**Given records**
_ _ _

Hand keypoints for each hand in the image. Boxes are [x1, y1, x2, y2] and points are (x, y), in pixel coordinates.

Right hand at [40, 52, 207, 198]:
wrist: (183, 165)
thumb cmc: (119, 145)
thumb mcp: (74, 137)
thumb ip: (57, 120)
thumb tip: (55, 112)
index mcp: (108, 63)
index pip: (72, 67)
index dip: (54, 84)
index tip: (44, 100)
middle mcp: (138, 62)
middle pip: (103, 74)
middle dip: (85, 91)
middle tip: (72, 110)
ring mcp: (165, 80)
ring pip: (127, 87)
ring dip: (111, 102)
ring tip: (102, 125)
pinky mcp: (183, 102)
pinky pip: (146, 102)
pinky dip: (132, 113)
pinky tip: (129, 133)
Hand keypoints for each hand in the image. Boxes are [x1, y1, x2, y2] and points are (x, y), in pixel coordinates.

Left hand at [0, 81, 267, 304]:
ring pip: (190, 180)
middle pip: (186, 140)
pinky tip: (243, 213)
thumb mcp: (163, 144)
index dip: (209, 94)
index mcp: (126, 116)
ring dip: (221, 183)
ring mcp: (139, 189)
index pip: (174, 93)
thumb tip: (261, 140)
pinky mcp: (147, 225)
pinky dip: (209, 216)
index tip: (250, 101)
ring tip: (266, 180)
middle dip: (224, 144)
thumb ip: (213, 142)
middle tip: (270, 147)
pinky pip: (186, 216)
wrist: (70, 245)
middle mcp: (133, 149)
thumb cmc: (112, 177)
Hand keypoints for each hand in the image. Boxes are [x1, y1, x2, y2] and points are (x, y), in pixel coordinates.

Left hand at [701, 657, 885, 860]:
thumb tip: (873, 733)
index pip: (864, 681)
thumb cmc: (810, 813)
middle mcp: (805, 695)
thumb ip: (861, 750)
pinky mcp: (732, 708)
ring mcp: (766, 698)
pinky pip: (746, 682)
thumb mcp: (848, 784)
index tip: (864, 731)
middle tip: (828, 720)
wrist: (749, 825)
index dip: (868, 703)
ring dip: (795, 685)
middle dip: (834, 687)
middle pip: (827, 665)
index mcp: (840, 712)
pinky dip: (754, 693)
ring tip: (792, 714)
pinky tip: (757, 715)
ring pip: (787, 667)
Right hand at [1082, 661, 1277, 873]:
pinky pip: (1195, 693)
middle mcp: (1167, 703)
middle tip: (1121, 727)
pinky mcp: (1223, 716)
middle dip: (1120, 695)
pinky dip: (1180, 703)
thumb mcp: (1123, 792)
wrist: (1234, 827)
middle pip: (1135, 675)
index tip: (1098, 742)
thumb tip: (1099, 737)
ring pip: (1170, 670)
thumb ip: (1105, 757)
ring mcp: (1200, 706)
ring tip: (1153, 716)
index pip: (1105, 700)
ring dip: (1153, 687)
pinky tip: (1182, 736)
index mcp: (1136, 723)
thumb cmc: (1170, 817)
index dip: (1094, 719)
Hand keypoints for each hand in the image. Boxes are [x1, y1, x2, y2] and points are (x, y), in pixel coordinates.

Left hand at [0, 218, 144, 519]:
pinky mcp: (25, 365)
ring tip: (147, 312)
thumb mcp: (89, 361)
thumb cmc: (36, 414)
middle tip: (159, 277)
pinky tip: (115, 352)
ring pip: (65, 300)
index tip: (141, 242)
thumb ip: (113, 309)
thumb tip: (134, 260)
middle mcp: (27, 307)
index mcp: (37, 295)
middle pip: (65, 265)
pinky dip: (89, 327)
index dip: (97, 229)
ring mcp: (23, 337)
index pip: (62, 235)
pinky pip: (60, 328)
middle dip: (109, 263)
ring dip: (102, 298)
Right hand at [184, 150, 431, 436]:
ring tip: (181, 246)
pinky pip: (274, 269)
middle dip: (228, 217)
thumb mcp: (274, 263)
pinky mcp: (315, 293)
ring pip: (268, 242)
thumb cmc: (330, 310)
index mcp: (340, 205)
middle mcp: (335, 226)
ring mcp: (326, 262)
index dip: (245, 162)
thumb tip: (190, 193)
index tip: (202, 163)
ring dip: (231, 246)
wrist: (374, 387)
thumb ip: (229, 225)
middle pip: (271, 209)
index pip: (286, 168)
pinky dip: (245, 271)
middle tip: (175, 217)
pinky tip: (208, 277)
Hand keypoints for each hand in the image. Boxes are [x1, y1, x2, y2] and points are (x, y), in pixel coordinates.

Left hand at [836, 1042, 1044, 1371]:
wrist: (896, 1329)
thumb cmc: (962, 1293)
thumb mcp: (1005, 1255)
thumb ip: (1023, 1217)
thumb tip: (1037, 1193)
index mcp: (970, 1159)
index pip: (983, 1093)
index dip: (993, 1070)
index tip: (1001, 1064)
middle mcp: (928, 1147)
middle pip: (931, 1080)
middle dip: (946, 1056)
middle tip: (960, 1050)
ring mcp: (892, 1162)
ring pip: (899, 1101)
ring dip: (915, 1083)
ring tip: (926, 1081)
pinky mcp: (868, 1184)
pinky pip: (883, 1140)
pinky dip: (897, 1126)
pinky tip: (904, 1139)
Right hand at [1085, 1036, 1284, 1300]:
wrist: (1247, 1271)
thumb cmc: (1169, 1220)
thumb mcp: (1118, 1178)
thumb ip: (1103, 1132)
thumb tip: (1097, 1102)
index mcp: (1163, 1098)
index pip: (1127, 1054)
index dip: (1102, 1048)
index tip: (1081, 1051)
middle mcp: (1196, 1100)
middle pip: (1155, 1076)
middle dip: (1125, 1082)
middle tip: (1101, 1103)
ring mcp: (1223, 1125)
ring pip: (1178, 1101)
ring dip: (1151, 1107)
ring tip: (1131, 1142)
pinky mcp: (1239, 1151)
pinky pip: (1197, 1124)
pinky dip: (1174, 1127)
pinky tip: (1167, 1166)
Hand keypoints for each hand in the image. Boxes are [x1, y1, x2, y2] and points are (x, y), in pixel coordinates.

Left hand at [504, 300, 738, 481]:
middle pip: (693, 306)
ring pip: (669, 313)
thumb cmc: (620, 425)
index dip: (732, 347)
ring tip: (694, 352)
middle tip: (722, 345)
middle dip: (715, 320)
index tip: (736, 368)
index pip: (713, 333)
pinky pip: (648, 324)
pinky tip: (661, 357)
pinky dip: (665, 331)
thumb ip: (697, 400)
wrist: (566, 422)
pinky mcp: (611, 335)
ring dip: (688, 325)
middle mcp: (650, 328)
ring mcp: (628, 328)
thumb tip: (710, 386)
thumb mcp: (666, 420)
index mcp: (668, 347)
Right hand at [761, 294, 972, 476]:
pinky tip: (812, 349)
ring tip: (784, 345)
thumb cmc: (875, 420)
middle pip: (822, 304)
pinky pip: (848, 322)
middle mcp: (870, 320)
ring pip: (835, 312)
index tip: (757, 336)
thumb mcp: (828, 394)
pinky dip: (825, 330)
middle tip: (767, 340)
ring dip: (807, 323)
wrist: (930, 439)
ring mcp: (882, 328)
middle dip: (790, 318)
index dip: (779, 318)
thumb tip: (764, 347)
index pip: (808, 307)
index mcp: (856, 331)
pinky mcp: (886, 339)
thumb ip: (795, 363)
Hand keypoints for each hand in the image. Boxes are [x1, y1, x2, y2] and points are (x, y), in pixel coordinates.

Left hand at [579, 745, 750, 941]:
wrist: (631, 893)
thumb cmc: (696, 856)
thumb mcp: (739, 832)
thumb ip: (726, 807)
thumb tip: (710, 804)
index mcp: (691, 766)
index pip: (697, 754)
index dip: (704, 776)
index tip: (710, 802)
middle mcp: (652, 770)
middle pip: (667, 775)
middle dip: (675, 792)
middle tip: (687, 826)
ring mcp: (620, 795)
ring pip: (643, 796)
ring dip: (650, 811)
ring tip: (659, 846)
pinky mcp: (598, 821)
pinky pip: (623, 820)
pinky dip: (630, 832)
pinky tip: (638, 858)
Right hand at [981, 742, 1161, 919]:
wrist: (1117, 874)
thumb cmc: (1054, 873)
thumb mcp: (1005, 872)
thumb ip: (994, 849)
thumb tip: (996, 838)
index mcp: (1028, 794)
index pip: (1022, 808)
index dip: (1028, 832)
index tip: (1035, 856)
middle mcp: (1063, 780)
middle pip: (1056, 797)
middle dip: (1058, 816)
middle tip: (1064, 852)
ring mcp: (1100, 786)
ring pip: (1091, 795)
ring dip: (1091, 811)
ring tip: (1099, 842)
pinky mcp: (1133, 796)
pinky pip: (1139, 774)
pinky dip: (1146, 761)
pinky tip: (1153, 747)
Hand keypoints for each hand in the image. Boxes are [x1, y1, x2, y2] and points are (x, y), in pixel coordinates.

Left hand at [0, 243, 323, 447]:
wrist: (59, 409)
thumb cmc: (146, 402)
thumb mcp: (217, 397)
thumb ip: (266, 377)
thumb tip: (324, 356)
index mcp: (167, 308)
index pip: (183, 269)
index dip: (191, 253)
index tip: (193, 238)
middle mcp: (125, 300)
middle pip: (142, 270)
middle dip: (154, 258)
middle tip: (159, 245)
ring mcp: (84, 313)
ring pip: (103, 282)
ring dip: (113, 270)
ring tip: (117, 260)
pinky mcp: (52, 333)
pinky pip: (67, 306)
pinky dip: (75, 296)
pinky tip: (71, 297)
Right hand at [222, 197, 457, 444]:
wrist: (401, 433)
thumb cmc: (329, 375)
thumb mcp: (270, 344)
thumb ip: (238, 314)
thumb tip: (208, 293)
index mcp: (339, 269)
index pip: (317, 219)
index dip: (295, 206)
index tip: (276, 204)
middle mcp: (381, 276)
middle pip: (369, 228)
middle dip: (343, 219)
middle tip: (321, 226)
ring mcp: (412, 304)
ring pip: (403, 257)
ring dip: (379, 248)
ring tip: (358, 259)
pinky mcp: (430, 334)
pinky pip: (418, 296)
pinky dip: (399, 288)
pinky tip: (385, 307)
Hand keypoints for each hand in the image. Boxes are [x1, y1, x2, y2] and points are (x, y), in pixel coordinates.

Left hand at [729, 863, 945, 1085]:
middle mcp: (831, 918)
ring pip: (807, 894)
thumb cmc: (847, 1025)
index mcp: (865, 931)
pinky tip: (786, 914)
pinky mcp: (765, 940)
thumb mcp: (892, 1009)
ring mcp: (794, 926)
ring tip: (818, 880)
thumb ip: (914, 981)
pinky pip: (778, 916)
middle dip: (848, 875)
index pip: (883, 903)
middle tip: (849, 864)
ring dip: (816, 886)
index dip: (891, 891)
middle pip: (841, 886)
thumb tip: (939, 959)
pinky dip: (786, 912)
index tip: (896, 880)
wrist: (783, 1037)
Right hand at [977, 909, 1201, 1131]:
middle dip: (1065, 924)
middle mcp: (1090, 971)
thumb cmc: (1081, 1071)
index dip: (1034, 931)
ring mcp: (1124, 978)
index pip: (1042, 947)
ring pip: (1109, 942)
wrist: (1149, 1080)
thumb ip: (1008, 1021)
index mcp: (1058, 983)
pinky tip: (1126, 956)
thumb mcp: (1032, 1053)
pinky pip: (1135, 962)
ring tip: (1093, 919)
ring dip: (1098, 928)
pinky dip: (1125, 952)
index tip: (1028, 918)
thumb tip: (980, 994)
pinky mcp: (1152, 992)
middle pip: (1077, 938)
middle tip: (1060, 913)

_ _ _

**What to work on**
Everything in the material above from the line that has "pinky mcp: (732, 708)" through the line that has "ring pip: (787, 667)" must be duplicated exactly, with no other lines given.

**Exercise response**
pinky mcp: (732, 708)
ring mcp: (766, 698)
pinky pip: (746, 682)
thumb mcp: (848, 784)
index tip: (864, 731)
middle tip: (828, 720)
wrist: (749, 825)
index dip: (868, 703)
ring dip: (795, 685)
middle dip: (834, 687)
middle pip: (827, 665)
index mcp: (840, 712)
pinky dip: (754, 693)
ring tip: (792, 714)
pinky tip: (757, 715)
ring pip: (787, 667)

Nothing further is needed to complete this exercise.